Print the data exactly. Pictures stay out.

Stored records
++++++++++

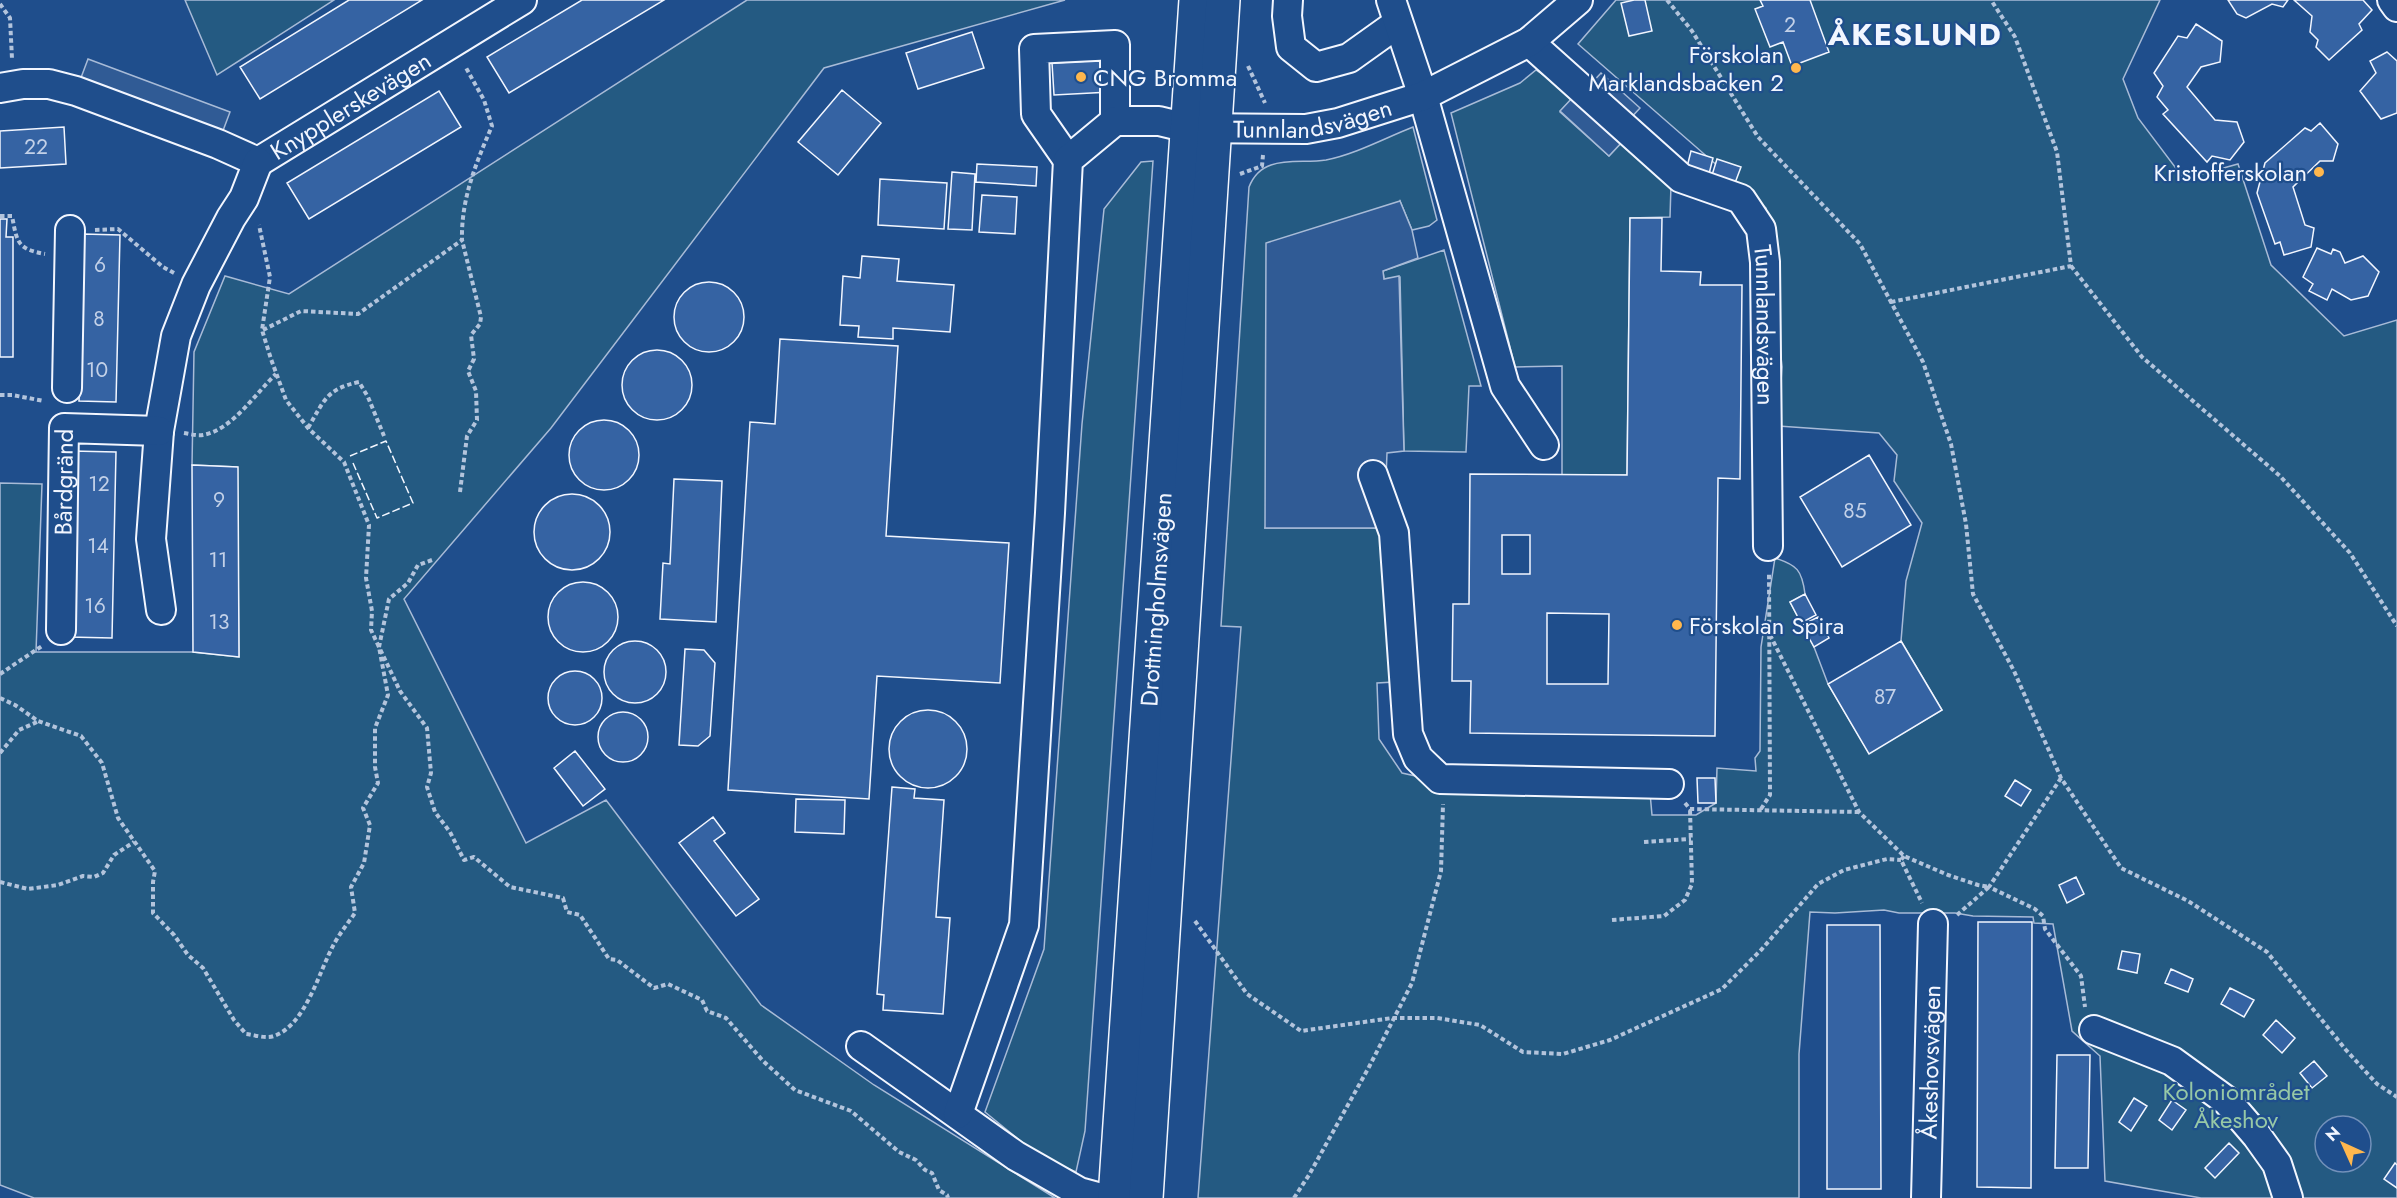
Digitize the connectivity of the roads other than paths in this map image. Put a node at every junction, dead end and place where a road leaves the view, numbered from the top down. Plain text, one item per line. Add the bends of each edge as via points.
1 (522, 0) edge
2 (1196, 0) edge
3 (1223, 0) edge
4 (1288, 0) edge
5 (1578, 0) edge
6 (2392, 0) edge
7 (2397, 7) edge
8 (1394, 12) edge
9 (1529, 42) junction
10 (12, 86) edge
11 (1423, 96) junction
12 (1115, 122) junction
13 (1202, 128) junction
14 (1068, 160) junction
15 (258, 162) junction
16 (70, 243) road end
17 (67, 388) dead end
18 (159, 431) junction
19 (1544, 445) dead end
20 (1373, 475) dead end
21 (1768, 546) road end
22 (161, 610) dead end
23 (61, 630) road end
24 (1669, 784) road end
25 (1933, 924) road end
26 (2094, 1030) road end
27 (861, 1046) dead end
28 (958, 1114) junction
29 (1101, 1198) edge
30 (1115, 1198) edge
31 (1146, 1198) edge
32 (1926, 1198) edge
33 (2288, 1198) edge

1 - 15 street, Knypplerskevägen
2 - 13 main road, Drottningholmsvägen
3 - 13 main road, Drottningholmsvägen
4 - 8 street via 1291,47 1316,67 1349,58
5 - 9 street, Tunnlandsvägen
6 - 7 street
8 - 11 street
9 - 11 street, Tunnlandsvägen
9 - 21 street, Tunnlandsvägen via 1681,178 1741,199 1761,229 1765,262
10 - 15 street, Knypplerskevägen via 49,84 76,91
11 - 13 street, Tunnlandsvägen via 1306,129
11 - 19 street via 1505,386
12 - 13 street, Tunnlandsvägen via 1159,122
12 - 14 street
12 - 14 street via 1115,45 1034,48 1036,114
13 - 30 main road, Drottningholmsvägen
13 - 31 main road, Drottningholmsvägen
14 - 28 street via 1024,925
15 - 18 street via 244,198 196,285 176,336
16 - 17 street
18 - 22 street via 151,538
18 - 23 street, Bårdgränd via 64,428
20 - 24 street via 1394,533 1407,734 1418,758 1440,779
25 - 32 street, Åkeshovsvägen
26 - 33 street via 2172,1061 2227,1101 2277,1164
27 - 28 street
28 - 29 street via 1016,1156 1079,1192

++++++++++

* [Response to this task]:
Digitize the connectivity of the roads other than paths in this map image. Put a node at every junction, dead end and place where a road leaves the view, numbered from the top down. Plain text, one item per line. Add the bends of each edge as via points.
1 (522, 0) edge
2 (1196, 0) edge
3 (1223, 0) edge
4 (1288, 0) edge
5 (1578, 0) edge
6 (2392, 0) edge
7 (2397, 7) edge
8 (1394, 12) edge
9 (1529, 42) junction
10 (12, 86) edge
11 (1423, 96) junction
12 (1115, 122) junction
13 (1202, 128) junction
14 (1068, 160) junction
15 (258, 162) junction
16 (70, 243) road end
17 (67, 388) dead end
18 (159, 431) junction
19 (1544, 445) dead end
20 (1373, 475) dead end
21 (1768, 546) road end
22 (161, 610) dead end
23 (61, 630) road end
24 (1669, 784) road end
25 (1933, 924) road end
26 (2094, 1030) road end
27 (861, 1046) dead end
28 (958, 1114) junction
29 (1101, 1198) edge
30 (1115, 1198) edge
31 (1146, 1198) edge
32 (1926, 1198) edge
33 (2288, 1198) edge

1 - 15 street, Knypplerskevägen
2 - 13 main road, Drottningholmsvägen
3 - 13 main road, Drottningholmsvägen
4 - 8 street via 1291,47 1316,67 1349,58
5 - 9 street, Tunnlandsvägen
6 - 7 street
8 - 11 street
9 - 11 street, Tunnlandsvägen
9 - 21 street, Tunnlandsvägen via 1681,178 1741,199 1761,229 1765,262
10 - 15 street, Knypplerskevägen via 49,84 76,91
11 - 13 street, Tunnlandsvägen via 1306,129
11 - 19 street via 1505,386
12 - 13 street, Tunnlandsvägen via 1159,122
12 - 14 street
12 - 14 street via 1115,45 1034,48 1036,114
13 - 30 main road, Drottningholmsvägen
13 - 31 main road, Drottningholmsvägen
14 - 28 street via 1024,925
15 - 18 street via 244,198 196,285 176,336
16 - 17 street
18 - 22 street via 151,538
18 - 23 street, Bårdgränd via 64,428
20 - 24 street via 1394,533 1407,734 1418,758 1440,779
25 - 32 street, Åkeshovsvägen
26 - 33 street via 2172,1061 2227,1101 2277,1164
27 - 28 street
28 - 29 street via 1016,1156 1079,1192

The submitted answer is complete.